Step 2: Register the sample with your Azure Active Directory tenant

  1. Sign in to the Azure portal.
  2. On the top bar, click on your account and under the Directory list, choose the Active Directory tenant where you wish to register your application.
  3. Click on More Services in the left hand nav, and choose Azure Active Directory.
  4. Click on App registrations and choose Add.
  5. Enter a friendly name for the application, for example "SinglePageApp-DotNet" and select "Web Application and/or Web API" as the Application Type. For the sign-on URL, enter the base URL for the sample, which is by default https://localhost:44326/. Click on Create to create the application.
  6. While still in the Azure portal, choose your application, click on Settings and choose Properties.
  7. Find the Application ID value and copy it to the clipboard.
  8. For the App ID URI, enter https://<your_tenant_name>/SinglePageApp-DotNet, replacing <your_tenant_name> with the name of your Azure AD tenant.
  9. Grant permissions across your tenant for your application. Go to Settings -> Properties -> Required Permissions, and click on the Grant Permissions button in the top bar. Click Yes to confirm.

Step 3: Enable the OAuth2 implicit grant for your application

By default, applications provisioned in Azure AD are not enabled to use the OAuth2 implicit grant. In order to run this sample, you need to explicitly opt in.

  1. From the previous steps, your browser should still be on the Azure portal.
  2. From your application page, choose Manifest to open the inline manifest editor.
  3. Search for the oauth2AllowImplicitFlow property. You will find that it is set to false; change it to true and click on Save to save the manifest.

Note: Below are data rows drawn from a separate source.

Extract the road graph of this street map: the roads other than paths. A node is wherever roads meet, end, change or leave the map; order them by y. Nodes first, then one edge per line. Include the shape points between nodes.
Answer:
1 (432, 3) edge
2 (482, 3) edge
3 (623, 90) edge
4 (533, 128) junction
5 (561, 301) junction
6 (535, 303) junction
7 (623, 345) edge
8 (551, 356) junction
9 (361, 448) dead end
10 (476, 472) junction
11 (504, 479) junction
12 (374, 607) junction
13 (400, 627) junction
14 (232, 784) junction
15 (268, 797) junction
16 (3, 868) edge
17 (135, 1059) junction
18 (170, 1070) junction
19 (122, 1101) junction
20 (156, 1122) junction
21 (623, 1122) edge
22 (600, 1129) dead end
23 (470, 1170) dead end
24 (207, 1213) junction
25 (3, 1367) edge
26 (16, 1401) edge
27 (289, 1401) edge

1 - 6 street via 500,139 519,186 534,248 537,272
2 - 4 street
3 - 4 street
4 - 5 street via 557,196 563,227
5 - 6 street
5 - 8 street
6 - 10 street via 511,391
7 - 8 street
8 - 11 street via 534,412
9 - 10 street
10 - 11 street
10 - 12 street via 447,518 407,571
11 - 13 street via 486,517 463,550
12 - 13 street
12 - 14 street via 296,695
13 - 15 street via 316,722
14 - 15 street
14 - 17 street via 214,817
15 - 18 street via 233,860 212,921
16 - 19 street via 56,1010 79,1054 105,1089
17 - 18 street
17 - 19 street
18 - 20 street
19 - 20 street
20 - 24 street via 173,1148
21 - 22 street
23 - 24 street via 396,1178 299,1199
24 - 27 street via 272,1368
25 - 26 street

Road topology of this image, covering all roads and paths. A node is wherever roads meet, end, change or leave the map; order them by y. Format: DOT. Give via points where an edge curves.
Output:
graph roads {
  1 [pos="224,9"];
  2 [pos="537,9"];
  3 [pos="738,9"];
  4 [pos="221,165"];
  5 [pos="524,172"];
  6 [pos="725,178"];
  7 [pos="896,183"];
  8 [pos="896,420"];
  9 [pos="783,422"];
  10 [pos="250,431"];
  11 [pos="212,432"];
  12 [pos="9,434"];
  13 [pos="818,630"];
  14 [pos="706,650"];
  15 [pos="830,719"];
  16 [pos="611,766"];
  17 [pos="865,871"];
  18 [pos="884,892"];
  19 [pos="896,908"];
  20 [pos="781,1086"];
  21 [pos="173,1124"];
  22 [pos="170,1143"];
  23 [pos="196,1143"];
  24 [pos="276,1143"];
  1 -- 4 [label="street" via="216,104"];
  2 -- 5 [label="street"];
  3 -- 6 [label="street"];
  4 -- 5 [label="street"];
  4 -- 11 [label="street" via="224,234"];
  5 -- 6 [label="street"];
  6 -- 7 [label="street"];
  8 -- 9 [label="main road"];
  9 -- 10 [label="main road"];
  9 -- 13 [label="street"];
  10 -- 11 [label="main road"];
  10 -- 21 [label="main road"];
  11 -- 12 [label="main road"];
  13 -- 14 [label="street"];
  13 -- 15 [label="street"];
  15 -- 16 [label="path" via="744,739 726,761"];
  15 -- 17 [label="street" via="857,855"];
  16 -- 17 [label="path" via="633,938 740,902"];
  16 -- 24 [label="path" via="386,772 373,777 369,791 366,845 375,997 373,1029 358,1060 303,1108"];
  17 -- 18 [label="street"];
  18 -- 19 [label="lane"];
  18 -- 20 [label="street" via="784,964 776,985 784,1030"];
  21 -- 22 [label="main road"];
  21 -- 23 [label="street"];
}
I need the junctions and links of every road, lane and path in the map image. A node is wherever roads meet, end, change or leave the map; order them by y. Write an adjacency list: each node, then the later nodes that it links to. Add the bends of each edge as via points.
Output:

Step 4: Configure the sample to use your Azure Active Directory tenant

  1. Open the solution in Visual Studio 2013.
  2. Open the web.config file.
  3. Find the app key ida:Tenant and replace the value with your AAD tenant name.
  4. Find the app key ida:Audience and replace the value with the Application ID from the Azure portal.
  5. Open the file App/Scripts/App.js and locate the line adalAuthenticationServiceProvider.init(.
  6. Replace the value of tenant with your AAD tenant name.
  7. Replace the value of clientId with the Application ID from the Azure portal.

Step 5: Run the sample

Clean the solution, rebuild the solution, and run it.

You can trigger the sign in experience by either clicking on the sign in link on the top right corner, or by clicking directly on the Todo List tab. Explore the sample by signing in, adding items to the To Do list, removing the user account, and starting again. Notice that you can close and reopen the browser without losing your session. ADAL JS saves tokens in localStorage and keeps them there until you sign out.

How To Deploy This Sample to Azure

Coming soon.

About the Code

The key files containing authentication logic are the following:

App.js - injects the ADAL module dependency, provides the app configuration values used by ADAL for driving protocol interactions with AAD and indicates whihc routes should not be accessed without previous authentication.

index.html - contains a reference to adal.js

HomeController.js- shows how to take advantage of the login() and logOut() methods in ADAL.

UserDataController.js - shows how to extract user information from the cached id_token.